[Collected data entries]
-- Opening Marker --

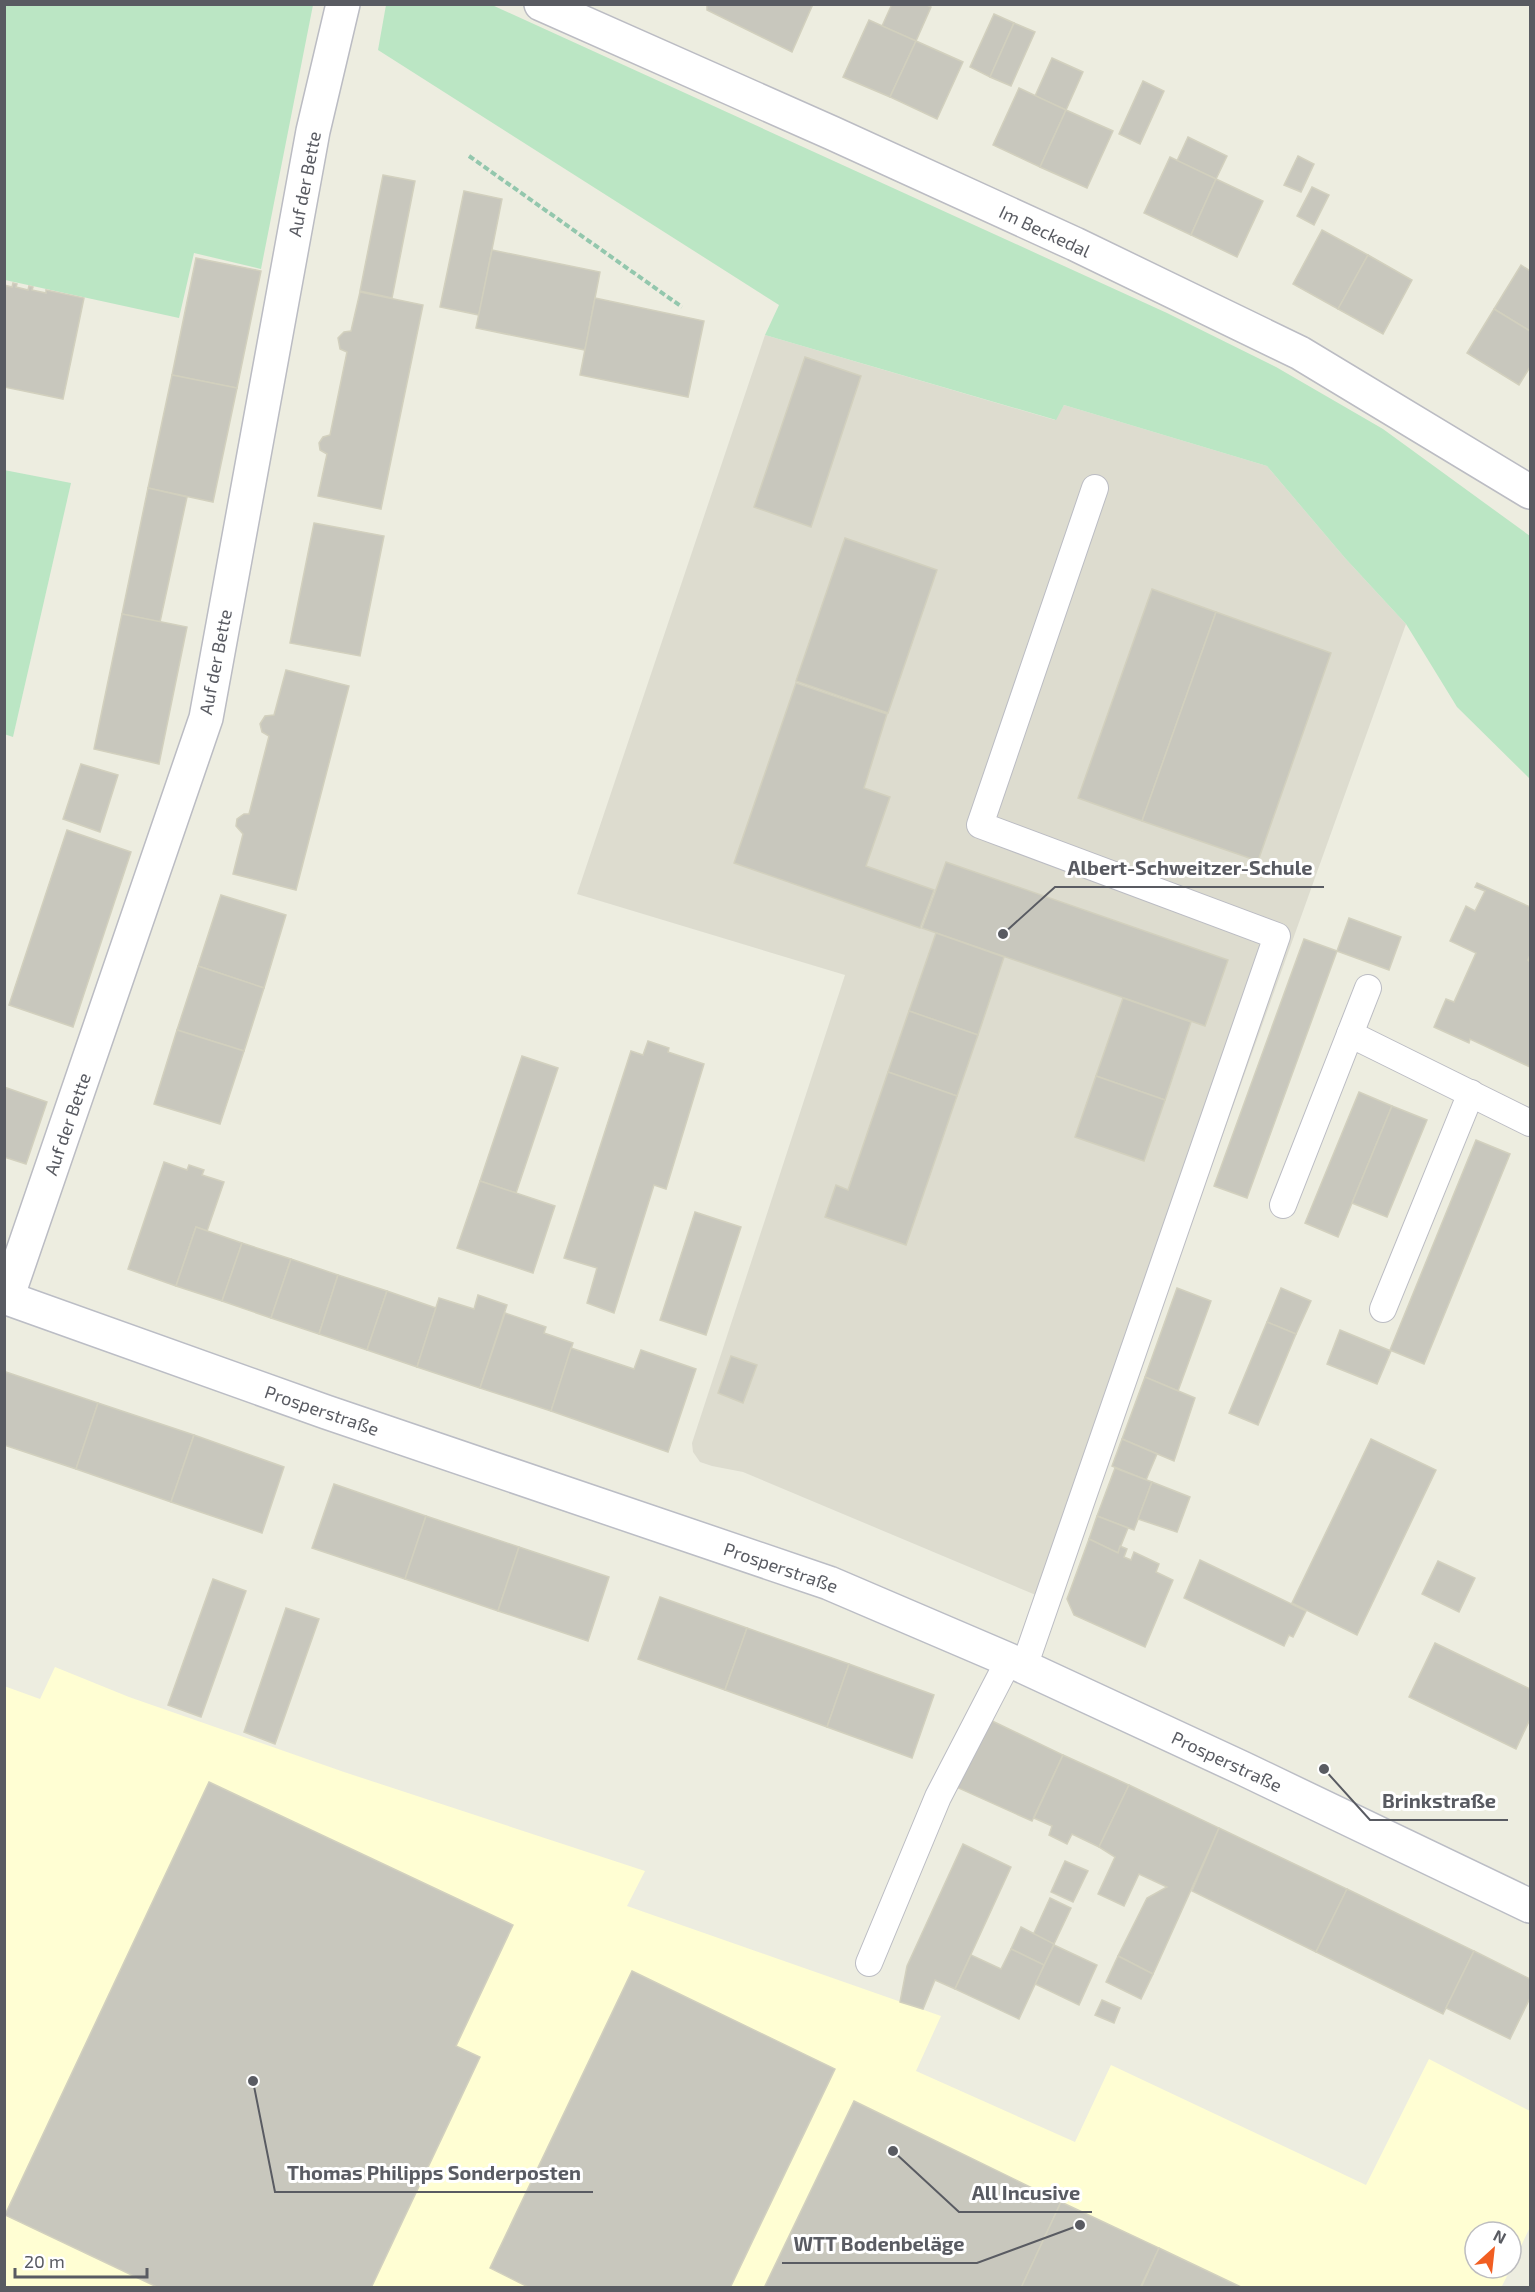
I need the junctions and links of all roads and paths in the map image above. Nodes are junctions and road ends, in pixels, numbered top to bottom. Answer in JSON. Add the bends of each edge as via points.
{"nodes":[{"id":1,"x":343,"y":4,"type":"edge"},
{"id":2,"x":541,"y":4,"type":"edge"},
{"id":3,"x":469,"y":156,"type":"dead end"},
{"id":4,"x":682,"y":307,"type":"dead end"},
{"id":5,"x":1095,"y":488,"type":"dead end"},
{"id":6,"x":1530,"y":492,"type":"edge"},
{"id":7,"x":1368,"y":988,"type":"dead end"},
{"id":8,"x":1350,"y":1034,"type":"junction"},
{"id":9,"x":1471,"y":1093,"type":"junction"},
{"id":10,"x":1530,"y":1123,"type":"edge"},
{"id":11,"x":1283,"y":1205,"type":"dead end"},
{"id":12,"x":6,"y":1298,"type":"edge"},
{"id":13,"x":1383,"y":1310,"type":"dead end"},
{"id":14,"x":1016,"y":1663,"type":"junction"},
{"id":15,"x":1530,"y":1906,"type":"edge"},
{"id":16,"x":869,"y":1963,"type":"dead end"}],
"edges":[{"from":1,"to":12,"type":"street","name":"Auf der Bette","via":[[313,131],[206,718]]},
{"from":2,"to":6,"type":"street","name":"Im Beckedal","via":[[1075,244],[1300,352]]},
{"from":3,"to":4,"type":"path"},
{"from":5,"to":14,"type":"lane","via":[[980,825],[1277,936]]},
{"from":7,"to":8,"type":"lane"},
{"from":8,"to":9,"type":"lane"},
{"from":8,"to":11,"type":"lane"},
{"from":9,"to":10,"type":"lane"},
{"from":9,"to":13,"type":"lane"},
{"from":12,"to":14,"type":"street","name":"Prosperstraße","via":[[326,1412],[829,1583]]},
{"from":14,"to":15,"type":"street","name":"Prosperstraße"},
{"from":14,"to":16,"type":"lane","via":[[938,1797]]}]}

-- Closing Marker --

Problem requirements: Write the records above out again exactly, with no pictures in your copy.

Your response:
I need the junctions and links of all roads and paths in the map image above. Nodes are junctions and road ends, in pixels, numbered top to bottom. Answer in JSON. Add the bends of each edge as via points.
{"nodes":[{"id":1,"x":343,"y":4,"type":"edge"},
{"id":2,"x":541,"y":4,"type":"edge"},
{"id":3,"x":469,"y":156,"type":"dead end"},
{"id":4,"x":682,"y":307,"type":"dead end"},
{"id":5,"x":1095,"y":488,"type":"dead end"},
{"id":6,"x":1530,"y":492,"type":"edge"},
{"id":7,"x":1368,"y":988,"type":"dead end"},
{"id":8,"x":1350,"y":1034,"type":"junction"},
{"id":9,"x":1471,"y":1093,"type":"junction"},
{"id":10,"x":1530,"y":1123,"type":"edge"},
{"id":11,"x":1283,"y":1205,"type":"dead end"},
{"id":12,"x":6,"y":1298,"type":"edge"},
{"id":13,"x":1383,"y":1310,"type":"dead end"},
{"id":14,"x":1016,"y":1663,"type":"junction"},
{"id":15,"x":1530,"y":1906,"type":"edge"},
{"id":16,"x":869,"y":1963,"type":"dead end"}],
"edges":[{"from":1,"to":12,"type":"street","name":"Auf der Bette","via":[[313,131],[206,718]]},
{"from":2,"to":6,"type":"street","name":"Im Beckedal","via":[[1075,244],[1300,352]]},
{"from":3,"to":4,"type":"path"},
{"from":5,"to":14,"type":"lane","via":[[980,825],[1277,936]]},
{"from":7,"to":8,"type":"lane"},
{"from":8,"to":9,"type":"lane"},
{"from":8,"to":11,"type":"lane"},
{"from":9,"to":10,"type":"lane"},
{"from":9,"to":13,"type":"lane"},
{"from":12,"to":14,"type":"street","name":"Prosperstraße","via":[[326,1412],[829,1583]]},
{"from":14,"to":15,"type":"street","name":"Prosperstraße"},
{"from":14,"to":16,"type":"lane","via":[[938,1797]]}]}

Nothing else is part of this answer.